Saved entries
=== Section Start ===
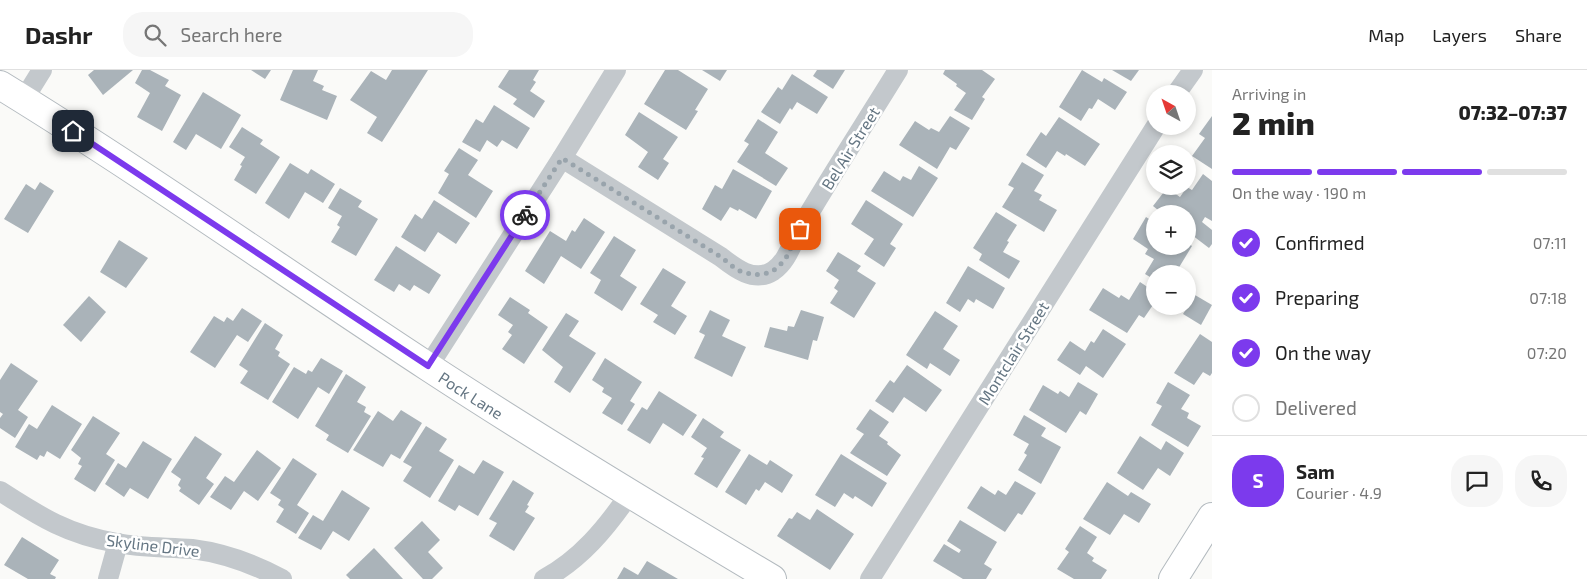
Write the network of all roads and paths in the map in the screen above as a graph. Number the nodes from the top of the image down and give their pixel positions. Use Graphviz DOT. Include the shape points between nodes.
graph roads {
  1 [pos="42,70"];
  2 [pos="616,70"];
  3 [pos="898,70"];
  4 [pos="1193,70"];
  5 [pos="0,85"];
  6 [pos="1182,85"];
  7 [pos="24,99"];
  8 [pos="1150,135"];
  9 [pos="562,158"];
  10 [pos="428,366"];
  11 [pos="0,491"];
  12 [pos="629,495"];
  13 [pos="1212,516"];
  14 [pos="118,544"];
  15 [pos="108,579"];
  16 [pos="282,579"];
  17 [pos="544,579"];
  18 [pos="772,579"];
  19 [pos="870,579"];
  20 [pos="1174,579"];
  1 -- 7 [label="street"];
  2 -- 9 [label="street"];
  3 -- 9 [label="street, Bel Air Street" via="800,229 785,260 768,273 754,275 737,270"];
  4 -- 6 [label="street"];
  5 -- 7 [label="street, Pock Lane"];
  7 -- 10 [label="street, Pock Lane"];
  8 -- 19 [label="street, Montclair Street"];
  9 -- 10 [label="street"];
  10 -- 12 [label="street, Pock Lane"];
  11 -- 14 [label="street, Skyline Drive" via="42,518 74,533"];
  12 -- 17 [label="street" via="608,526 584,551"];
  12 -- 18 [label="street, Pock Lane"];
  13 -- 20 [label="street"];
  14 -- 15 [label="street"];
  14 -- 16 [label="street, Skyline Drive" via="194,549 231,557"];
}
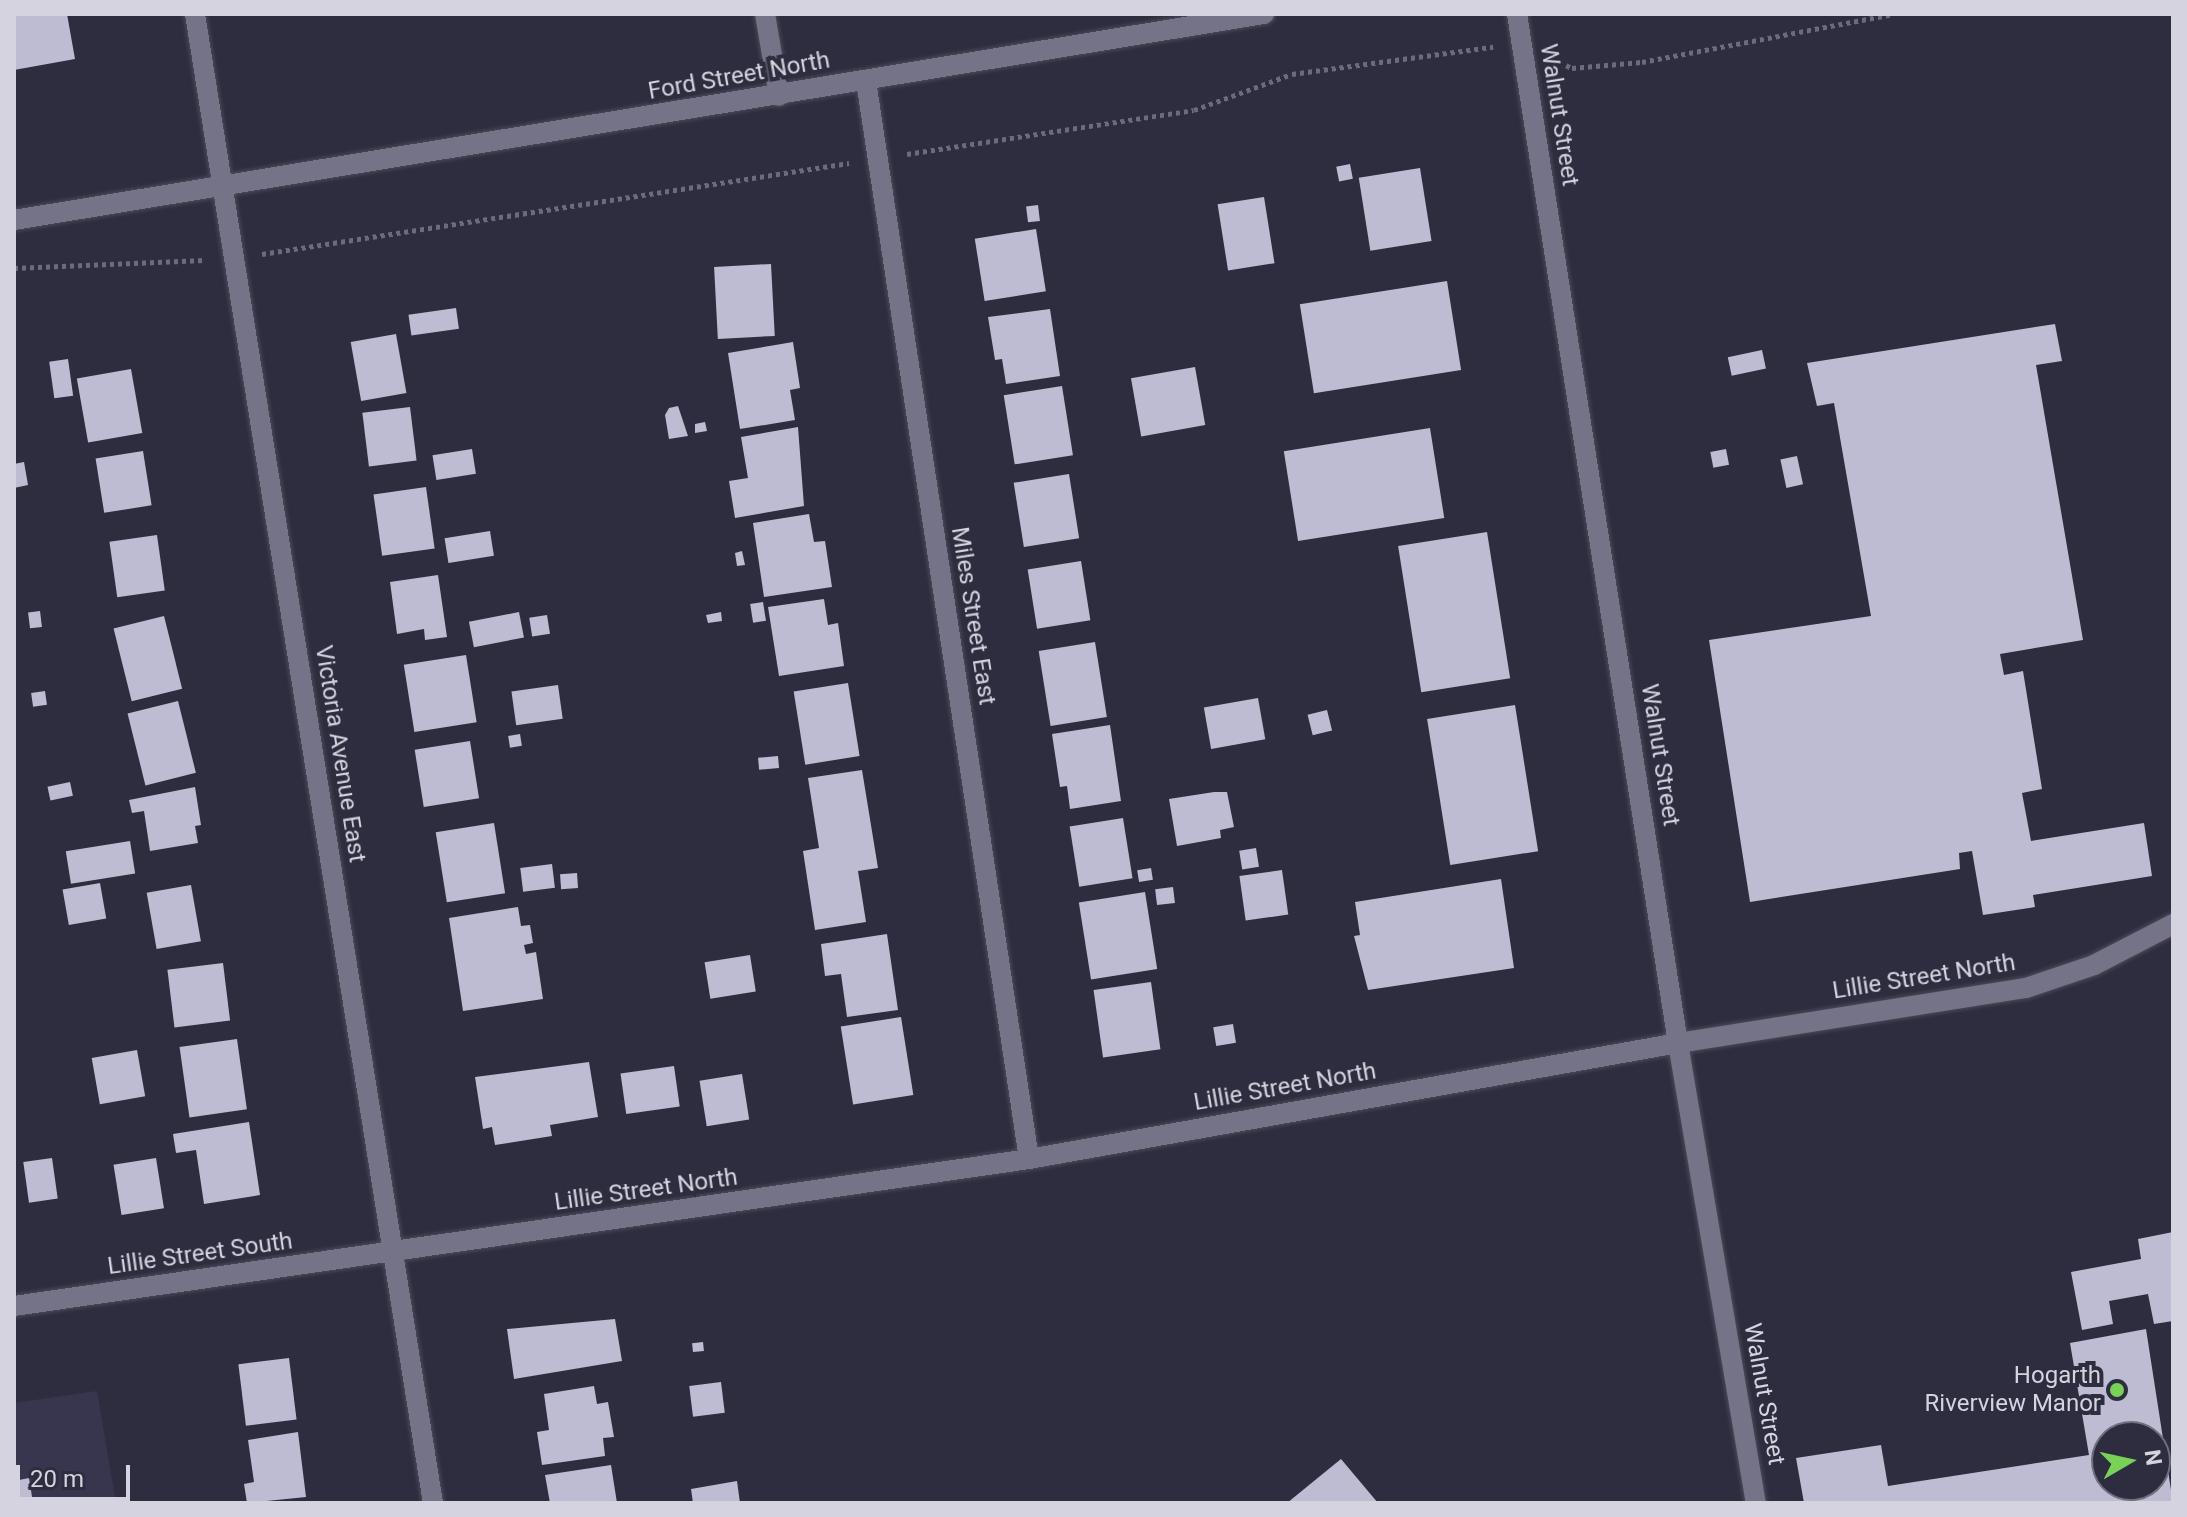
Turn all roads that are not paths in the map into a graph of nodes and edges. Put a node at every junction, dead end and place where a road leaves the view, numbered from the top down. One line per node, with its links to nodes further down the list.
=== Section End ===
PROBLEM – Retype the records in full. Do not carry over the images.

TASK RESPONSE –
Write the network of all roads and paths in the map in the screen above as a graph. Number the nodes from the top of the image down and give their pixel positions. Use Graphviz DOT. Include the shape points between nodes.
graph roads {
  1 [pos="42,70"];
  2 [pos="616,70"];
  3 [pos="898,70"];
  4 [pos="1193,70"];
  5 [pos="0,85"];
  6 [pos="1182,85"];
  7 [pos="24,99"];
  8 [pos="1150,135"];
  9 [pos="562,158"];
  10 [pos="428,366"];
  11 [pos="0,491"];
  12 [pos="629,495"];
  13 [pos="1212,516"];
  14 [pos="118,544"];
  15 [pos="108,579"];
  16 [pos="282,579"];
  17 [pos="544,579"];
  18 [pos="772,579"];
  19 [pos="870,579"];
  20 [pos="1174,579"];
  1 -- 7 [label="street"];
  2 -- 9 [label="street"];
  3 -- 9 [label="street, Bel Air Street" via="800,229 785,260 768,273 754,275 737,270"];
  4 -- 6 [label="street"];
  5 -- 7 [label="street, Pock Lane"];
  7 -- 10 [label="street, Pock Lane"];
  8 -- 19 [label="street, Montclair Street"];
  9 -- 10 [label="street"];
  10 -- 12 [label="street, Pock Lane"];
  11 -- 14 [label="street, Skyline Drive" via="42,518 74,533"];
  12 -- 17 [label="street" via="608,526 584,551"];
  12 -- 18 [label="street, Pock Lane"];
  13 -- 20 [label="street"];
  14 -- 15 [label="street"];
  14 -- 16 [label="street, Skyline Drive" via="194,549 231,557"];
}
Turn all roads that are not paths in the map into a graph of nodes and edges. Put a node at every junction, dead end and place where a road leaves the view, numbered from the top down. One line per node, with its links to nodes further down the list.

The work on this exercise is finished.